Ambos revelam o mesmo fenômeno: adultos criando realidades paralelas para lidar com frustrações que não conseguem processar de forma madura. O mais perturbador é como os grupos desenvolvem narrativas elaboradas para justificar o injustificável. A diferença é que um comportamento é tratado como “questão de saúde mental” e gera debates sobre terapia e acompanhamento psicológico. O outro é tratado como “manifestação política” e a discussão segue sobre democracia e extremismo.

A internet amplifica tudo isso porque transforma qualquer obsessão em nicho de mercado. O sofrimento vira conteúdo, o delírio vira engajamento, a insensatez atua como alimento para “curtidas” e algoritmos. Enquanto isso, os adultos da sala – família, amigos, conhecidos – ficam naquele dilema moderno: intervir e ser acusado de intolerância, ou ficar quieto e assistir alguém que você ama mergulhar cada vez mais fundo no próprio desequilíbrio emocional?

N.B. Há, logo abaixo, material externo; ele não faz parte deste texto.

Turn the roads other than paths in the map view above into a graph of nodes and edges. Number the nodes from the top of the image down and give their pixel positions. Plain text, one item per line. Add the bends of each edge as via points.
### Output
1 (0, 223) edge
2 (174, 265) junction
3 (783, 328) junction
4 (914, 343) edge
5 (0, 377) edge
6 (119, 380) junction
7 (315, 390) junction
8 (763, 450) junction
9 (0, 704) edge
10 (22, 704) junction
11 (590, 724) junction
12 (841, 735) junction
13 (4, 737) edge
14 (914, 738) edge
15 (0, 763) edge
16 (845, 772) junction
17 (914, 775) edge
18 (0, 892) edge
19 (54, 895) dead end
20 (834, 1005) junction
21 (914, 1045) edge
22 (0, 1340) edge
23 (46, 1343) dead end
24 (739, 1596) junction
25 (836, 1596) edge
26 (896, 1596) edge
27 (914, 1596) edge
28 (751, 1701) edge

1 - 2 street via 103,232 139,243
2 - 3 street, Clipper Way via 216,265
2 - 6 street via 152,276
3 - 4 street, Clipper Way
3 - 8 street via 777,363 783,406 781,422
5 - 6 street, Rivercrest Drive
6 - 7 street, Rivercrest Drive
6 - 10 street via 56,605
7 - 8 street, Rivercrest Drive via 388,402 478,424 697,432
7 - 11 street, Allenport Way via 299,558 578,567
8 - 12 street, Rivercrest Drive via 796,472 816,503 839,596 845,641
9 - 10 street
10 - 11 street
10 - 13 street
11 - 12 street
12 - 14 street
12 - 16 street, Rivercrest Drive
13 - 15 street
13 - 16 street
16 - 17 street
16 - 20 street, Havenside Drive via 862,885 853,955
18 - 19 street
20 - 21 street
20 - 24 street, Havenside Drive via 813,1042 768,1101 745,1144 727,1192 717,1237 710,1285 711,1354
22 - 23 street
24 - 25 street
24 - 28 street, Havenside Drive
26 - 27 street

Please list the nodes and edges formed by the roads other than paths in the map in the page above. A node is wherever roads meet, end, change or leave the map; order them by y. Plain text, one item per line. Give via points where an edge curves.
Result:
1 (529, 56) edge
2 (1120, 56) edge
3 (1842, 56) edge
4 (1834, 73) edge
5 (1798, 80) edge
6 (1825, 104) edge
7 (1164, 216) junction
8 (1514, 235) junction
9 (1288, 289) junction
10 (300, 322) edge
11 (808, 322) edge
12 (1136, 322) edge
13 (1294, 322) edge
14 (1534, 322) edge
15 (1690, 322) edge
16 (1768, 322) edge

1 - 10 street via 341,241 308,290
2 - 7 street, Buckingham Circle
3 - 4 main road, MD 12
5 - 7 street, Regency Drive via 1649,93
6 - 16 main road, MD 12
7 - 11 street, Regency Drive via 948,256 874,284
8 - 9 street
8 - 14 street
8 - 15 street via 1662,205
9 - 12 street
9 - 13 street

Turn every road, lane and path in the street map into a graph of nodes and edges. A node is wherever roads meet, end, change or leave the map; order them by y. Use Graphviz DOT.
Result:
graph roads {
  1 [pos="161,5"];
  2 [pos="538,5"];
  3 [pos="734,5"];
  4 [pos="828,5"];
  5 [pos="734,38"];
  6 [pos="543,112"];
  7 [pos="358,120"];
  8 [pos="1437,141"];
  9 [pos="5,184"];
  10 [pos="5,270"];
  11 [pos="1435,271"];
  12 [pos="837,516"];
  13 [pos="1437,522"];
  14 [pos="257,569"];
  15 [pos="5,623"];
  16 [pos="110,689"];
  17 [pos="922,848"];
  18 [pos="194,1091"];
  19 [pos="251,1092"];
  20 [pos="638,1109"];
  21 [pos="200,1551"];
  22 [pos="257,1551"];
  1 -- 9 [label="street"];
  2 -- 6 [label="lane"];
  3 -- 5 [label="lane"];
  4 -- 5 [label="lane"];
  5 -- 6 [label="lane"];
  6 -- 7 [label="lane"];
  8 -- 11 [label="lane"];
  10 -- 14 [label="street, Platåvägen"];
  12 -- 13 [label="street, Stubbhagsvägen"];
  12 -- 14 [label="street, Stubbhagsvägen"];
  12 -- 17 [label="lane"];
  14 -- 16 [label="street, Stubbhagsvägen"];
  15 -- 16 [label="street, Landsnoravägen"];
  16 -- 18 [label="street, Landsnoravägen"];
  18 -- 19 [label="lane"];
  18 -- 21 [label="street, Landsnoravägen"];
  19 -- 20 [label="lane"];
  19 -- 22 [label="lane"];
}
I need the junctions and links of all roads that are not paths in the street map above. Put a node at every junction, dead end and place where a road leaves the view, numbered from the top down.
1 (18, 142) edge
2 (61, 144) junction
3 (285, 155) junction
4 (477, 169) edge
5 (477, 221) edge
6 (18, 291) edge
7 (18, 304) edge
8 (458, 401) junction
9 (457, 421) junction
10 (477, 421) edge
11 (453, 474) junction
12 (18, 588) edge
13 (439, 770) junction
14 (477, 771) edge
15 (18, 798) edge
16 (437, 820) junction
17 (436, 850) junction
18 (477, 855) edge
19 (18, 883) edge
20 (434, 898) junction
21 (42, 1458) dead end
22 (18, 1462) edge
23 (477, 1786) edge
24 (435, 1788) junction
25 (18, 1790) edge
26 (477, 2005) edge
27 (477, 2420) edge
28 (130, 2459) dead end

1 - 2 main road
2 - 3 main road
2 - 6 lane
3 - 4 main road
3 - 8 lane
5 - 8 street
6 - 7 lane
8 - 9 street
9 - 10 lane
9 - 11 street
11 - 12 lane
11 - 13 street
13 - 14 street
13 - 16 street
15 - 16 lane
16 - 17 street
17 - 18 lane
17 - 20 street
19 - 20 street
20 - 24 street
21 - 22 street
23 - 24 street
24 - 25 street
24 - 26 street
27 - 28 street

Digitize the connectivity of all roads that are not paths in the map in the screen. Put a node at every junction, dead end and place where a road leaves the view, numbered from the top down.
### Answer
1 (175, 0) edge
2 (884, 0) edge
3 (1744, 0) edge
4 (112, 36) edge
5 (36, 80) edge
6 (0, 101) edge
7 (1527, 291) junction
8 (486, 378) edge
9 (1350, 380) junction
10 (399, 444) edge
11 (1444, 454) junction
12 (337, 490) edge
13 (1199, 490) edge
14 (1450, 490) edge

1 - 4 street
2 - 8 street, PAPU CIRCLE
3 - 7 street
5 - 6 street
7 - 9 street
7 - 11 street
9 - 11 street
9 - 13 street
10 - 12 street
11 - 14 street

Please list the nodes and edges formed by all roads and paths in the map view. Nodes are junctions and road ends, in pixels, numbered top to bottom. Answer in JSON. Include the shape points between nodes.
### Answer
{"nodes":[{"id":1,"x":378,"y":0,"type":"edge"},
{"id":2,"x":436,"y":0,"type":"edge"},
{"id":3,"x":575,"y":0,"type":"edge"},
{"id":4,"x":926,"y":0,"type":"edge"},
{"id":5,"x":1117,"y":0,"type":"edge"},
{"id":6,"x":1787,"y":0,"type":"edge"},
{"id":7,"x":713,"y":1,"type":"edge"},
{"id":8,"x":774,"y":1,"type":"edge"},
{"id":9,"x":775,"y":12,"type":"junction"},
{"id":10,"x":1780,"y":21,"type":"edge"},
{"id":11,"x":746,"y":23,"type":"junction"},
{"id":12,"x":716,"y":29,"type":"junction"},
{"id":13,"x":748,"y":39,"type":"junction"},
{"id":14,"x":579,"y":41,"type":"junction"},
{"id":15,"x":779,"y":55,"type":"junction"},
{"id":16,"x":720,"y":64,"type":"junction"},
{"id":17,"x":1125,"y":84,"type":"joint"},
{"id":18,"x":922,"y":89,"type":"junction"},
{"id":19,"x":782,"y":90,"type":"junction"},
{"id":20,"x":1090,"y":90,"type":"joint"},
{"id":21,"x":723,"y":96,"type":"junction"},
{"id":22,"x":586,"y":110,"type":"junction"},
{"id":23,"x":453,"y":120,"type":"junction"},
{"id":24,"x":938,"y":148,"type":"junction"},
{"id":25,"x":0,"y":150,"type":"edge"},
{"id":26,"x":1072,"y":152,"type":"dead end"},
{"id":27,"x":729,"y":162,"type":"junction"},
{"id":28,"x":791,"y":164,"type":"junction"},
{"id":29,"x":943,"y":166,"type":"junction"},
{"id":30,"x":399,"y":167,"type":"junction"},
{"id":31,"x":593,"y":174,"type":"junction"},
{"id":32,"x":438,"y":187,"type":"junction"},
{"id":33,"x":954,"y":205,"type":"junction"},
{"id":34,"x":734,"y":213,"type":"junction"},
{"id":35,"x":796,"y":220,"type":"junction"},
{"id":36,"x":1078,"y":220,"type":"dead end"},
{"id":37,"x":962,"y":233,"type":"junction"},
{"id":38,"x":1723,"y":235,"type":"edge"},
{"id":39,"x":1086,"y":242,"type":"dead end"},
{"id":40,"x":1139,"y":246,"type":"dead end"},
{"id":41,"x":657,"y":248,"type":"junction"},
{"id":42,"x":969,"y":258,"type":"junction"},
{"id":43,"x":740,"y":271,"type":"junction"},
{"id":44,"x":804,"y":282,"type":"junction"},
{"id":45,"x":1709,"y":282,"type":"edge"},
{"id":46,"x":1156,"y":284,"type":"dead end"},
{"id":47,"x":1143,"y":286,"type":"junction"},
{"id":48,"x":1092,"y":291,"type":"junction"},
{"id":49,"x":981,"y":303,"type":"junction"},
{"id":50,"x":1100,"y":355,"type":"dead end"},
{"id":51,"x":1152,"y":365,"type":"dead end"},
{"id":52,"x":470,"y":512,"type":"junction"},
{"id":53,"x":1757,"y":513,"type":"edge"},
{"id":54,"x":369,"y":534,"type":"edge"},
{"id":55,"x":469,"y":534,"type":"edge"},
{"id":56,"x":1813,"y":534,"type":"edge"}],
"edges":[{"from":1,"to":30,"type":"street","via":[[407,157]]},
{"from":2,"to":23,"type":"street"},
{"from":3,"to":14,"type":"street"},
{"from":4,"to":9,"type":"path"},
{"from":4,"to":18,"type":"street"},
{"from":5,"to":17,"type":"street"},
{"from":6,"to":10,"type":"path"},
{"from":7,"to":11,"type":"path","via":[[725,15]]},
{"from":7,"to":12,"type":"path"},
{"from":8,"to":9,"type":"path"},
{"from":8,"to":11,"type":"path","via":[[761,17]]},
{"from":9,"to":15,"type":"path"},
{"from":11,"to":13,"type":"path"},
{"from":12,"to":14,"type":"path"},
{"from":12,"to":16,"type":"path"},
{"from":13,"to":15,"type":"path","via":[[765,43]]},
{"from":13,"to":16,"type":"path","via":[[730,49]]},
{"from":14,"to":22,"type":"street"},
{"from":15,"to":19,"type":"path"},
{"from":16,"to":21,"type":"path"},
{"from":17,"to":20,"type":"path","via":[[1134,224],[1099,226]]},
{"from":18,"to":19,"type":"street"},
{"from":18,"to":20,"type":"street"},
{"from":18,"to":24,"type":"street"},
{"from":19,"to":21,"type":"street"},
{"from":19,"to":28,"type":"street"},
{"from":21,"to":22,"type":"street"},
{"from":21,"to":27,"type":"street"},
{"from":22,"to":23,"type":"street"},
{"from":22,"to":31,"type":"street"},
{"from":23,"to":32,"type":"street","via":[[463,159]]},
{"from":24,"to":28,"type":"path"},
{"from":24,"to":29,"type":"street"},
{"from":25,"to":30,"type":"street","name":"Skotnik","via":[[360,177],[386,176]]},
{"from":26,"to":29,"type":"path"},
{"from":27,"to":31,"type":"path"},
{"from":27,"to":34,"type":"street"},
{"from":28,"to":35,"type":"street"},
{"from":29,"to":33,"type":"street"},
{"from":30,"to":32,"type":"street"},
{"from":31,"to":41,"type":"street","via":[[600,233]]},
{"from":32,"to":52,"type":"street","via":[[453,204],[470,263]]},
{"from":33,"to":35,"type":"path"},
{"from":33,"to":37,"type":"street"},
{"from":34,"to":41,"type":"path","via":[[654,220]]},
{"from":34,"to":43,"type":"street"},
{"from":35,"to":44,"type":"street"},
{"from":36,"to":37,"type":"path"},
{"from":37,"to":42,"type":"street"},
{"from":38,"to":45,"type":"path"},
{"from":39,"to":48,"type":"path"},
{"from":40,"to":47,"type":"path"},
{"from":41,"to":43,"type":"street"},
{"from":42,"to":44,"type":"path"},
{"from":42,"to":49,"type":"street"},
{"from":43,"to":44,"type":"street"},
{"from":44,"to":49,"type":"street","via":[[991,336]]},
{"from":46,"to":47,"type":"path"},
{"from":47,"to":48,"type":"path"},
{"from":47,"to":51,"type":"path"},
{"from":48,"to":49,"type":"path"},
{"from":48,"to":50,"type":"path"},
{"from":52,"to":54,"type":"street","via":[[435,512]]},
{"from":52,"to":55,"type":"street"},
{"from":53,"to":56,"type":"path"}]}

No fim, tanto o bebê reborn quanto o pneu sagrado servem ao mesmo propósito: evitar o doloroso trabalho de olhar para dentro e admitir que algumas feridas só saram quando paramos de fingir que elas não existem. A tecnologia deu voz para todos. Pena que esquecemos de usar também os ouvidos – especialmente para escutar quando alguém está gritando por ajuda através de comportamentos que, por mais bizarros que pareçam, são sempre sintomas de alguma dor maior.

Não tenho formação em psicologia para prescrever tratamentos ou diagnosticar transtornos. Minha área é o jornalismo. Mas carrego comigo uma certeza incômoda: uma sociedade que normaliza adultos conversando com objetos inanimados – sejam eles bebês de silicone ou pneus de caminhão – enquanto ignora o grito de socorro por trás desses comportamentos, é como se vivêssemos em uma coletividade que perdeu a capacidade de cuidar de si mesma.

Certamente o problema não está no bebê reborn, nem no pneu sagrado. A questão é que construímos um mundo tão hostil à vulnerabilidade humana que se tornou difícil para
qualquer um arriscar e criar vínculos genuínos com outros seres humanos. Por isso tantos preferem objetos. Parece mais fácil comprar um bebê de silicone por cinco mil reais do que encontrar alguém disposto a ouvir sem julgar.

Esta é a dinâmica de sobrevivência que permitimos na atualidade: compartilhamos vídeos desses comportamentos como entretenimento, rimos da dor alheia disfarçada de excentricidade. A verdade é que ainda não encontramos maneiras de deixar de ser cúmplices de uma sociedade que produz solidão em escala industrial e vende a cura em forma de curtidas, comentários e compartilhamentos.